**What is expected:**
Scan the listing below for "Crescent", then report every line that has it.

**Provided records:**
———
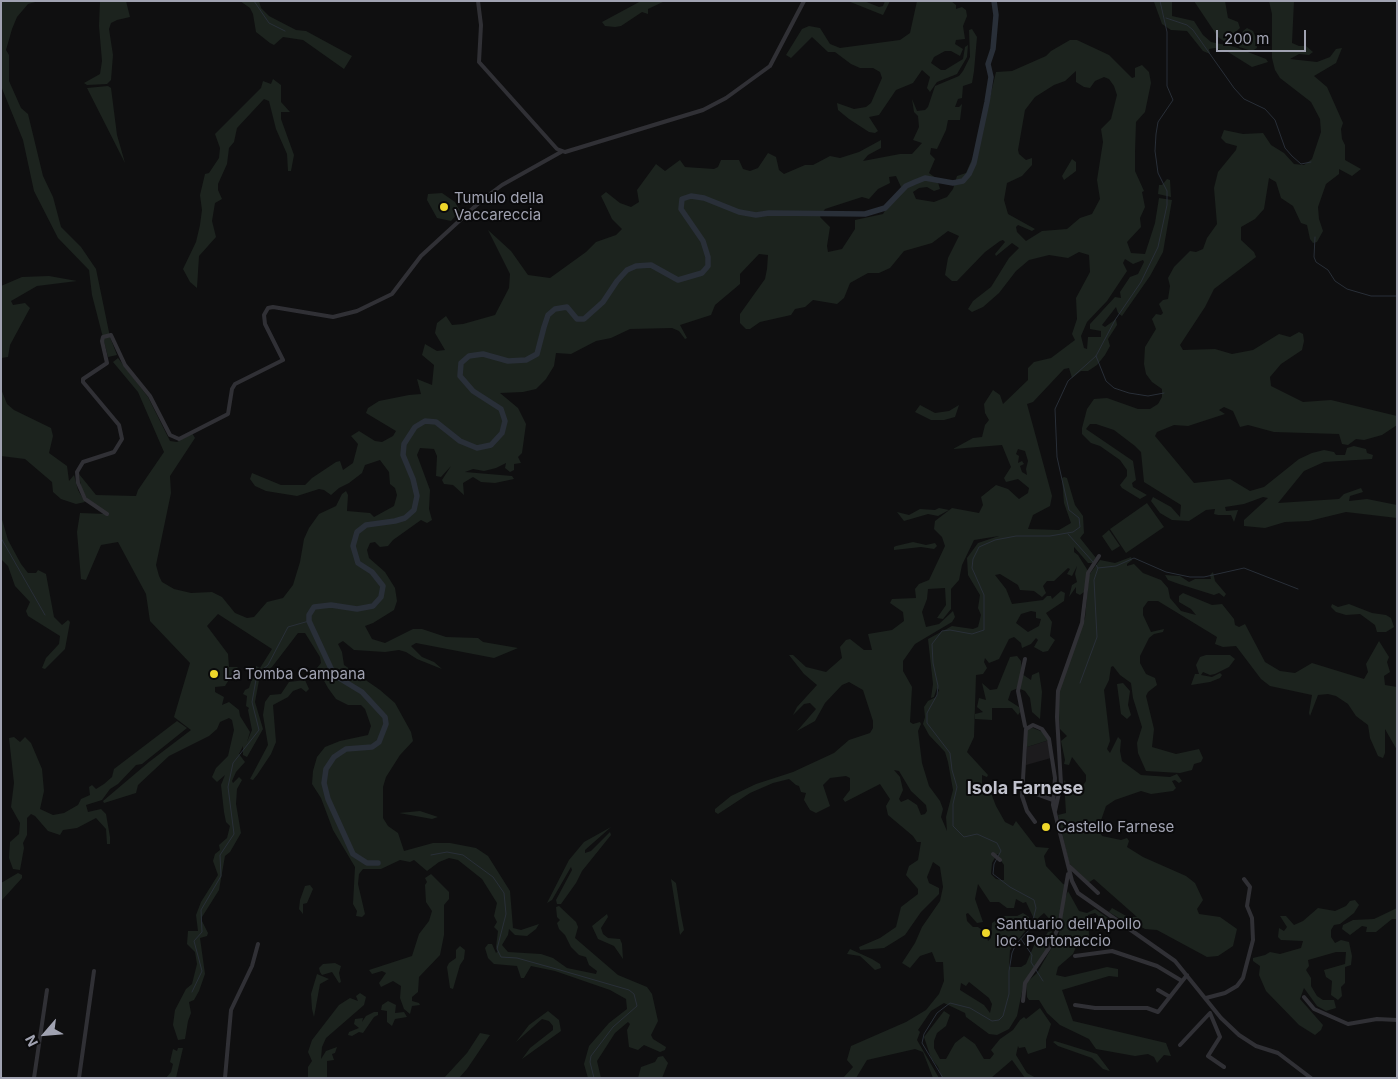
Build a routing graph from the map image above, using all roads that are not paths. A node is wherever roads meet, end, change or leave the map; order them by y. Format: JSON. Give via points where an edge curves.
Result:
{"nodes":[{"id":1,"x":478,"y":1,"type":"edge"},
{"id":2,"x":804,"y":1,"type":"edge"},
{"id":3,"x":561,"y":152,"type":"junction"},
{"id":4,"x":107,"y":514,"type":"dead end"},
{"id":5,"x":1098,"y":558,"type":"dead end"},
{"id":6,"x":1025,"y":659,"type":"dead end"},
{"id":7,"x":1025,"y":726,"type":"dead end"},
{"id":8,"x":1034,"y":793,"type":"dead end"},
{"id":9,"x":1053,"y":800,"type":"junction"},
{"id":10,"x":1055,"y":811,"type":"junction"},
{"id":11,"x":1035,"y":822,"type":"dead end"},
{"id":12,"x":1068,"y":866,"type":"junction"},
{"id":13,"x":1244,"y":879,"type":"dead end"},
{"id":14,"x":1098,"y":893,"type":"dead end"},
{"id":15,"x":258,"y":944,"type":"dead end"},
{"id":16,"x":1075,"y":956,"type":"dead end"},
{"id":17,"x":94,"y":971,"type":"dead end"},
{"id":18,"x":1187,"y":975,"type":"junction"},
{"id":19,"x":1182,"y":981,"type":"junction"},
{"id":20,"x":47,"y":990,"type":"dead end"},
{"id":21,"x":1158,"y":990,"type":"dead end"},
{"id":22,"x":1170,"y":997,"type":"junction"},
{"id":23,"x":1304,"y":997,"type":"dead end"},
{"id":24,"x":1206,"y":998,"type":"junction"},
{"id":25,"x":1023,"y":1001,"type":"dead end"},
{"id":26,"x":1075,"y":1005,"type":"dead end"},
{"id":27,"x":1214,"y":1009,"type":"junction"},
{"id":28,"x":1210,"y":1013,"type":"junction"},
{"id":29,"x":1397,"y":1020,"type":"edge"},
{"id":30,"x":1180,"y":1045,"type":"dead end"},
{"id":31,"x":1224,"y":1066,"type":"dead end"},
{"id":32,"x":34,"y":1078,"type":"edge"},
{"id":33,"x":79,"y":1078,"type":"edge"},
{"id":34,"x":225,"y":1078,"type":"edge"},
{"id":35,"x":1311,"y":1078,"type":"edge"}],
"edges":[{"from":1,"to":3,"type":"street","via":[[481,24],[479,62]]},
{"from":2,"to":3,"type":"street","via":[[770,66],[726,98],[703,110]]},
{"from":3,"to":4,"type":"street","via":[[482,200],[421,256],[392,294],[357,311],[332,317],[273,306],[268,308],[264,314],[265,324],[283,360],[235,384],[228,414],[179,439],[170,435],[150,396],[125,365],[111,335],[103,337],[107,363],[83,382],[119,424],[122,439],[117,449],[83,462],[77,472],[85,499]]},
{"from":5,"to":10,"type":"street","via":[[1088,576],[1082,623],[1058,691],[1061,784]]},
{"from":6,"to":7,"type":"street","via":[[1018,691]]},
{"from":8,"to":9,"type":"street"},
{"from":9,"to":10,"type":"street"},
{"from":9,"to":11,"type":"street","via":[[1055,778],[1049,739],[1042,729],[1033,725],[1026,729],[1022,796]]},
{"from":10,"to":12,"type":"street"},
{"from":12,"to":14,"type":"street"},
{"from":12,"to":18,"type":"street","via":[[1081,896],[1172,958]]},
{"from":12,"to":25,"type":"street","via":[[1068,886],[1059,926],[1038,968],[1025,983]]},
{"from":13,"to":24,"type":"street","via":[[1250,887],[1247,906],[1253,924],[1253,940],[1242,978],[1237,986],[1225,993]]},
{"from":15,"to":34,"type":"street","via":[[252,966],[231,1010]]},
{"from":16,"to":19,"type":"street","via":[[1112,952],[1157,966]]},
{"from":17,"to":33,"type":"street"},
{"from":18,"to":19,"type":"street"},
{"from":18,"to":24,"type":"street"},
{"from":19,"to":22,"type":"street"},
{"from":20,"to":32,"type":"street"},
{"from":21,"to":22,"type":"street"},
{"from":22,"to":26,"type":"street","via":[[1157,1013],[1147,1008]]},
{"from":23,"to":29,"type":"street","via":[[1314,1009],[1348,1024]]},
{"from":24,"to":27,"type":"street"},
{"from":27,"to":28,"type":"street"},
{"from":27,"to":35,"type":"street","via":[[1244,1039],[1259,1048],[1278,1052]]},
{"from":28,"to":30,"type":"street"},
{"from":28,"to":31,"type":"street","via":[[1220,1037],[1208,1056]]}]}
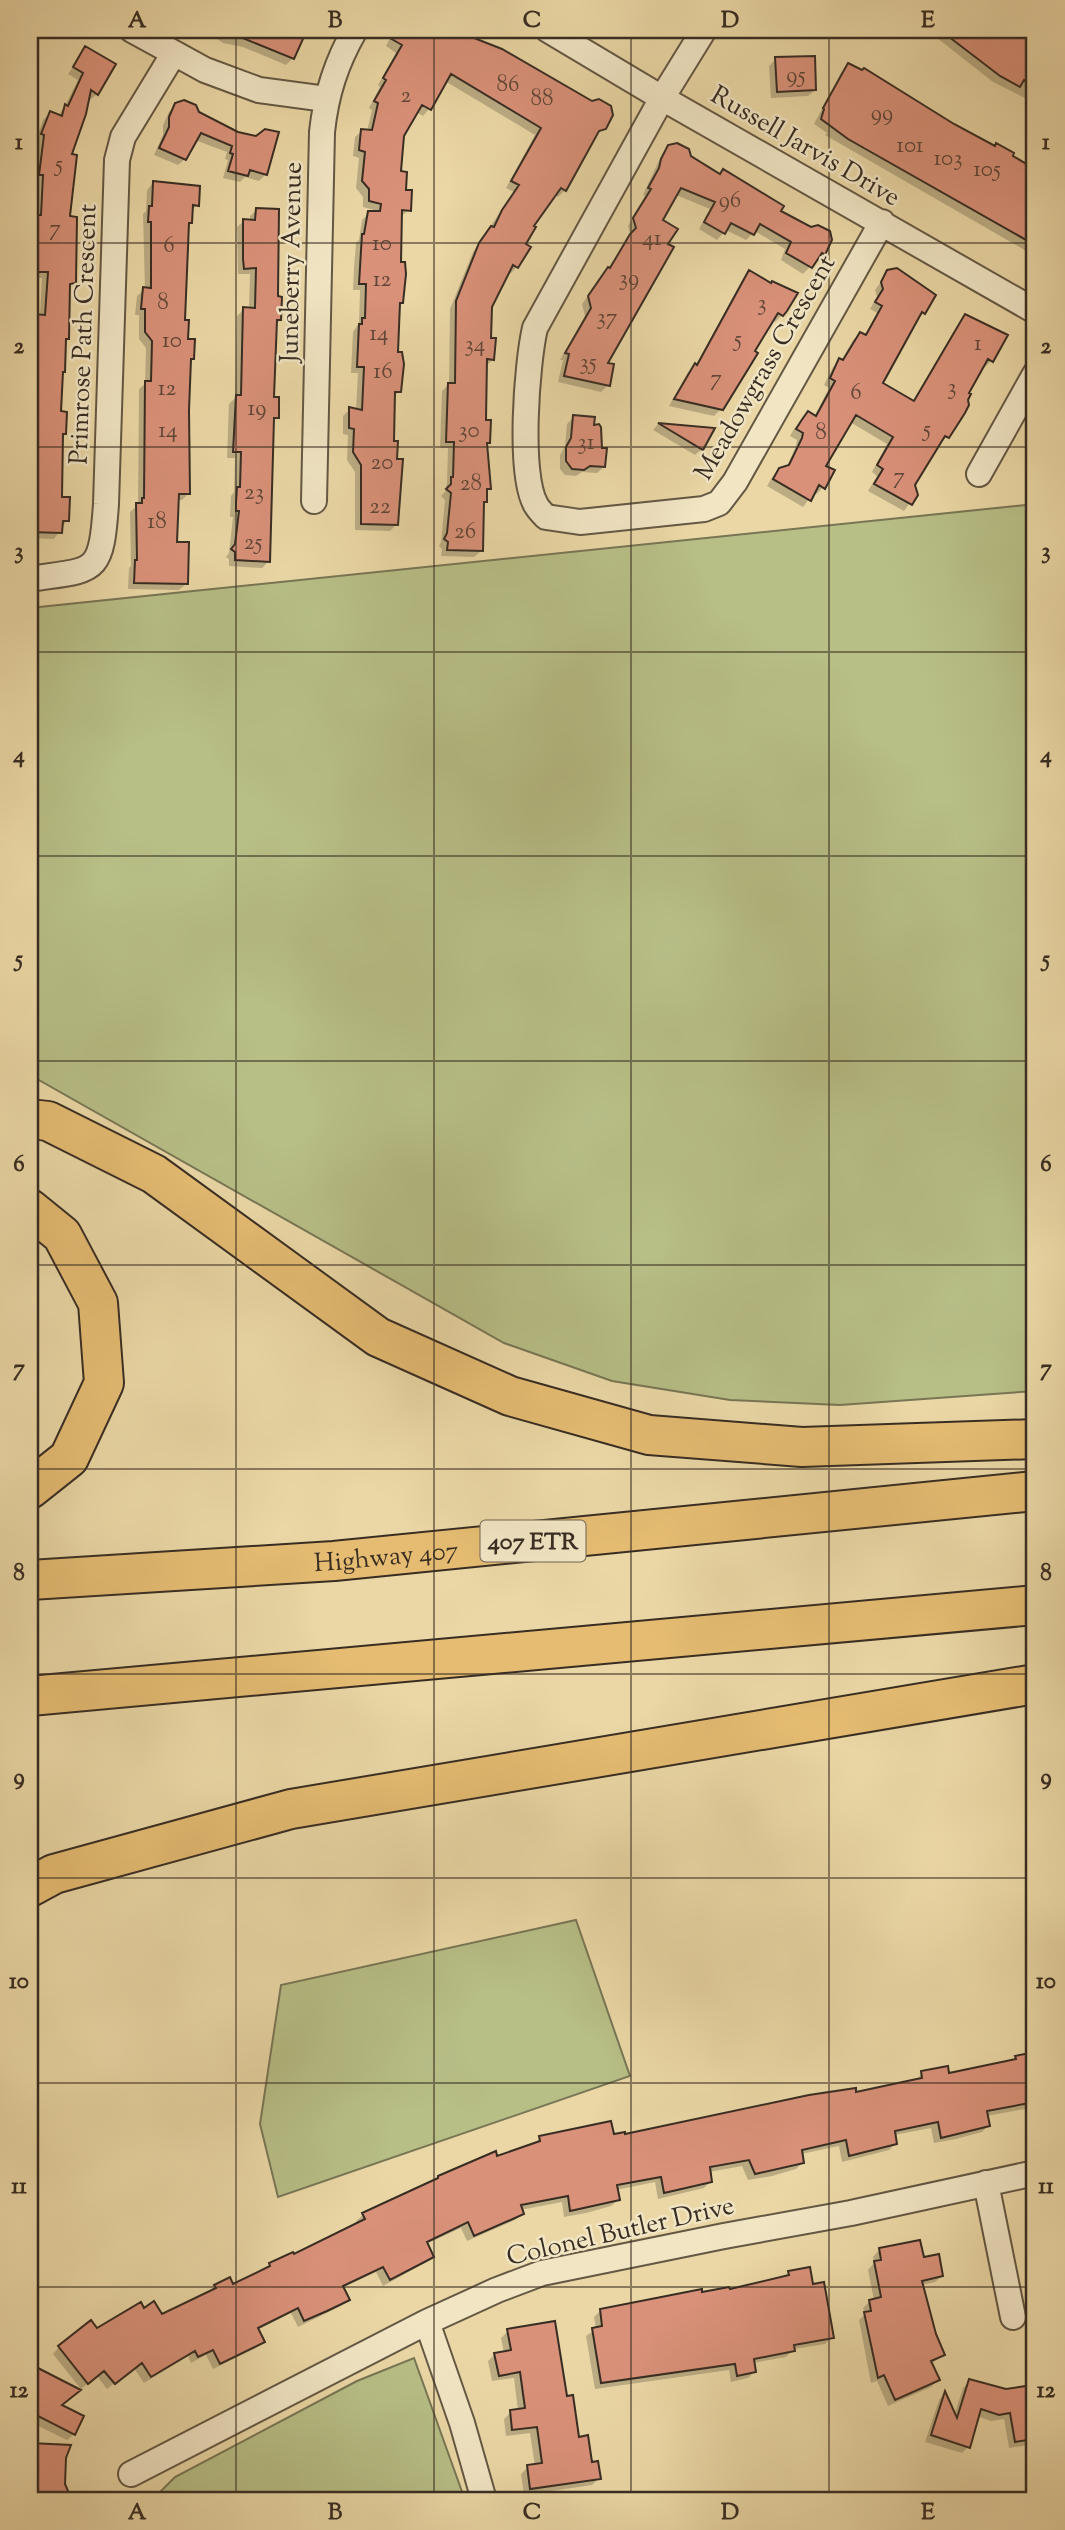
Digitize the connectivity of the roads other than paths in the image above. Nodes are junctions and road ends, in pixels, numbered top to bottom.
1 (132, 30) edge
2 (355, 30) edge
3 (548, 30) edge
4 (704, 30) edge
5 (174, 53) junction
6 (662, 98) junction
7 (326, 99) junction
8 (882, 222) junction
9 (1035, 311) edge
10 (1035, 374) edge
11 (979, 474) dead end
12 (314, 501) dead end
13 (30, 579) edge
14 (30, 1119) edge
15 (30, 1209) edge
16 (1035, 1439) edge
17 (30, 1489) edge
18 (1035, 1491) edge
19 (30, 1580) edge
20 (1035, 1605) edge
21 (1035, 1684) edge
22 (30, 1696) edge
23 (30, 1887) edge
24 (1035, 2173) edge
25 (986, 2183) junction
26 (1013, 2317) dead end
27 (427, 2322) junction
28 (131, 2474) dead end
29 (484, 2500) edge

1 - 5 street
2 - 7 street, Juneberry Avenue
3 - 6 street, Russell Jarvis Drive
4 - 6 street
5 - 7 street
5 - 13 street, Primrose Path Crescent
6 - 8 street, Russell Jarvis Drive
6 - 8 street, Meadowgrass Crescent
7 - 12 street, Juneberry Avenue
8 - 9 street, Russell Jarvis Drive
10 - 11 street
14 - 16 highway
15 - 17 highway
18 - 19 highway, Highway 407 / 407 ETR
20 - 22 highway
21 - 23 highway
24 - 25 street, Colonel Butler Drive
25 - 26 street
25 - 27 street, Colonel Butler Drive
27 - 28 street, Colonel Butler Drive
27 - 29 street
———
**Answer box:**
5 - 13 street, Primrose Path Crescent
6 - 8 street, Meadowgrass Crescent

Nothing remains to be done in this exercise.